INTERNATIONAL MENACE

From the Airi Sano, Prankmaster General series , Vol. 3

A fun balance of mischief, personal growth, and Japanese culture.

Airi Sano goes global with her pranks when her family vacations in Japan in this third series entry.

Sixth grade is ending, and Airi and her family are going to Japan over the summer. Airi is excited to visit her mother’s relatives and tiny hometown and see the sights in Tokyo and Osaka, but she’s a little bummed that she has to spend the summer with her boring brother and not her new friends. Even though the prank squad had a great school year together, she’s worried they’ll have so much fun that they’ll forget her. Airi pressures herself: She’s determined to make this the most fantastic trip ever, so she’ll have stories to entertain her friends with. Airi plans and executes pranks, and even enlists her brother as her deputy.
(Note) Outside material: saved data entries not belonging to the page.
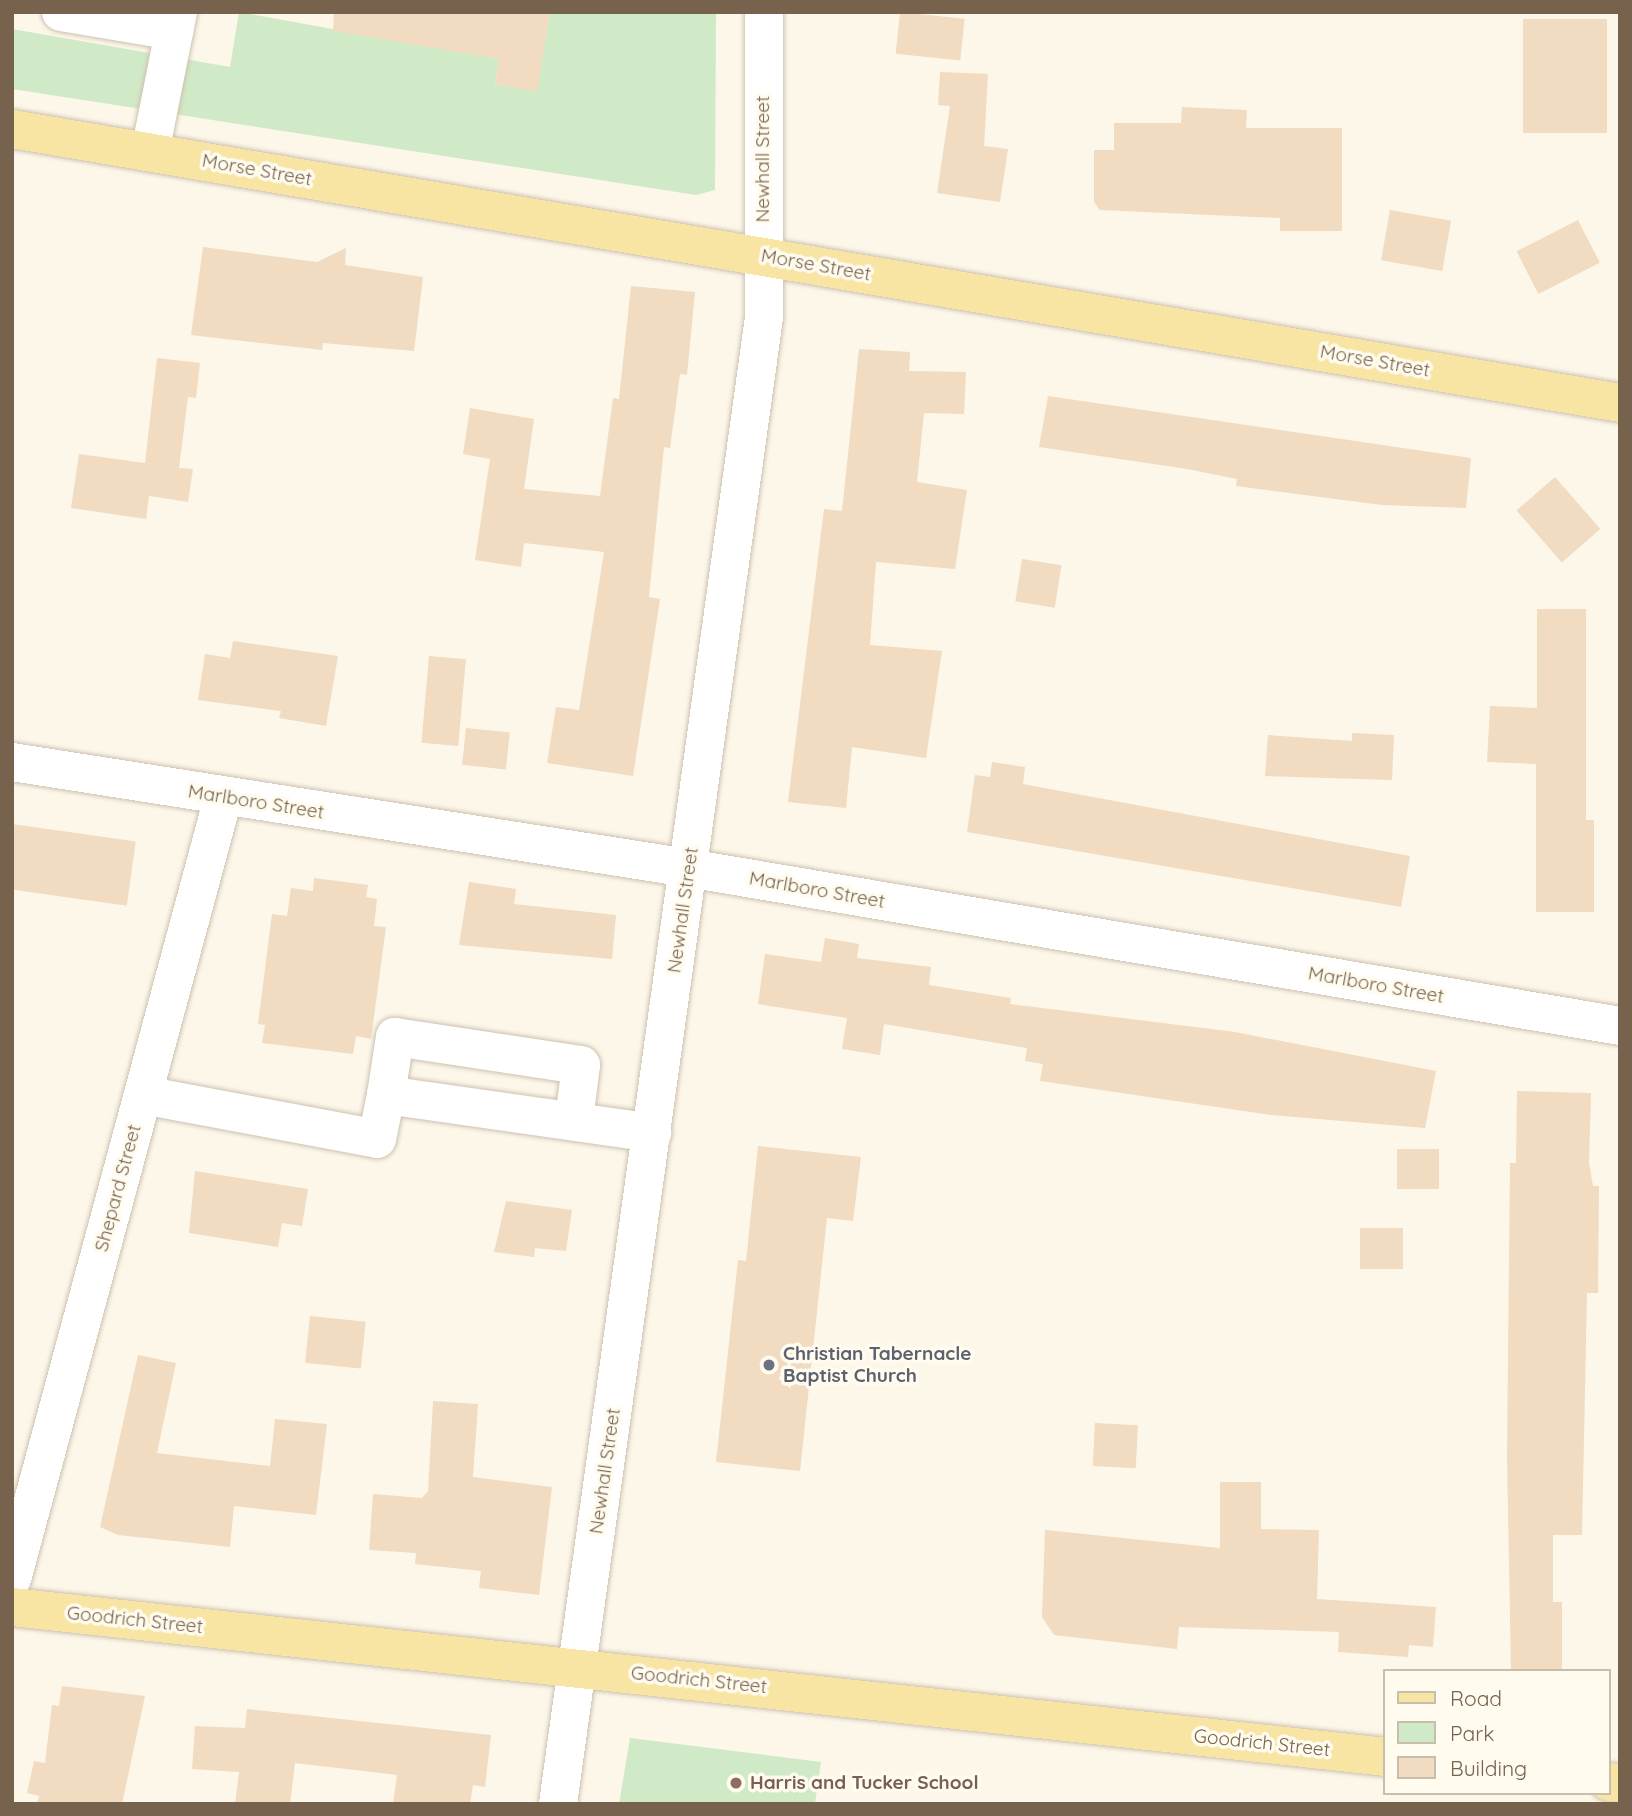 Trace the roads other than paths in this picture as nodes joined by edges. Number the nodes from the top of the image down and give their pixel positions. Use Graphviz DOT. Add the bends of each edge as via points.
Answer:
graph roads {
  1 [pos="61,12"];
  2 [pos="764,12"];
  3 [pos="176,22"];
  4 [pos="12,129"];
  5 [pos="150,152"];
  6 [pos="763,255"];
  7 [pos="1620,403"];
  8 [pos="12,762"];
  9 [pos="223,798"];
  10 [pos="688,868"];
  11 [pos="1620,1026"];
  12 [pos="143,1095"];
  13 [pos="386,1095"];
  14 [pos="573,1120"];
  15 [pos="652,1133"];
  16 [pos="12,1579"];
  17 [pos="12,1607"];
  18 [pos="576,1667"];
  19 [pos="1384,1757"];
  20 [pos="558,1804"];
  1 -- 3 [label="street"];
  2 -- 6 [label="street, Newhall Street"];
  3 -- 5 [label="street"];
  4 -- 5 [label="main road, Morse Street"];
  5 -- 6 [label="main road, Morse Street"];
  6 -- 7 [label="main road, Morse Street"];
  6 -- 10 [label="street, Newhall Street" via="764,317"];
  8 -- 9 [label="street, Marlboro Street"];
  9 -- 10 [label="street, Marlboro Street"];
  9 -- 12 [label="street, Shepard Street"];
  10 -- 11 [label="street, Marlboro Street"];
  10 -- 15 [label="street, Newhall Street"];
  12 -- 13 [label="street" via="377,1139"];
  12 -- 16 [label="street, Shepard Street"];
  13 -- 14 [label="street"];
  13 -- 14 [label="street" via="395,1037 581,1065"];
  14 -- 15 [label="street"];
  15 -- 18 [label="street, Newhall Street"];
  17 -- 18 [label="main road, Goodrich Street"];
  18 -- 19 [label="main road, Goodrich Street"];
  18 -- 20 [label="street, Newhall Street"];
} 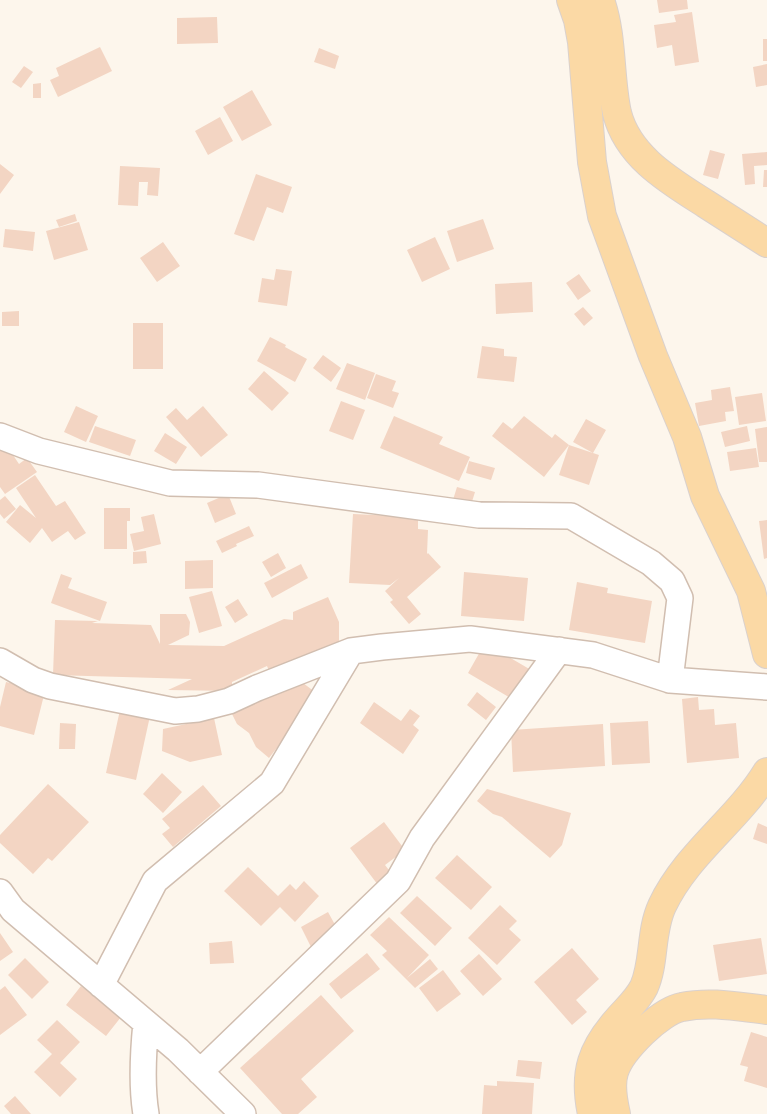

But when some of her jokes and antics backfire, causing real problems and hurting people’s feelings, Airi reflects on her behavior and how she affects others. Following the same format as before, this volume includes Airi’s situation reports, text threads, emails, and funny, informational footnotes, all of which support this comical and captivating narrative. The story thoughtfully explores themes of friendship and family, including sibling and intergenerational relationships. Entertaining black-and-white illustrations add cultural context to the family’s home in Hawai‘i and destinations in Japan.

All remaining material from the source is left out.